— Saved entries —

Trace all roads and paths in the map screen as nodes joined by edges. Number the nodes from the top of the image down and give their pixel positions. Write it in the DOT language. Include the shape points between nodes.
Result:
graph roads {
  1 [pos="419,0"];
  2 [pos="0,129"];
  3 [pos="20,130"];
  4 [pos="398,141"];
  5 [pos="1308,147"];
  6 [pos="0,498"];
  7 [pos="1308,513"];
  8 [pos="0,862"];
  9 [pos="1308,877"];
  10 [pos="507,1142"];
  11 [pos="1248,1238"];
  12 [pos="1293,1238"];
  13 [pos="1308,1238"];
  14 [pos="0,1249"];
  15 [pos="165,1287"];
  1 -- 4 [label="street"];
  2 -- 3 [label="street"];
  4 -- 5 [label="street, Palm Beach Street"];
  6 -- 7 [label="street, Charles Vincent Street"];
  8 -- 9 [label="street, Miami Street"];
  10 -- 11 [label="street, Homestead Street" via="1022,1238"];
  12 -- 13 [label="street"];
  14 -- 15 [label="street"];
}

— INSTRUCTIONS TO FOLLOW —
The records are to be duplicated in full, with every word kept exactly.

— ANSWER —
Trace all roads and paths in the map screen as nodes joined by edges. Number the nodes from the top of the image down and give their pixel positions. Write it in the DOT language. Include the shape points between nodes.
Result:
graph roads {
  1 [pos="419,0"];
  2 [pos="0,129"];
  3 [pos="20,130"];
  4 [pos="398,141"];
  5 [pos="1308,147"];
  6 [pos="0,498"];
  7 [pos="1308,513"];
  8 [pos="0,862"];
  9 [pos="1308,877"];
  10 [pos="507,1142"];
  11 [pos="1248,1238"];
  12 [pos="1293,1238"];
  13 [pos="1308,1238"];
  14 [pos="0,1249"];
  15 [pos="165,1287"];
  1 -- 4 [label="street"];
  2 -- 3 [label="street"];
  4 -- 5 [label="street, Palm Beach Street"];
  6 -- 7 [label="street, Charles Vincent Street"];
  8 -- 9 [label="street, Miami Street"];
  10 -- 11 [label="street, Homestead Street" via="1022,1238"];
  12 -- 13 [label="street"];
  14 -- 15 [label="street"];
}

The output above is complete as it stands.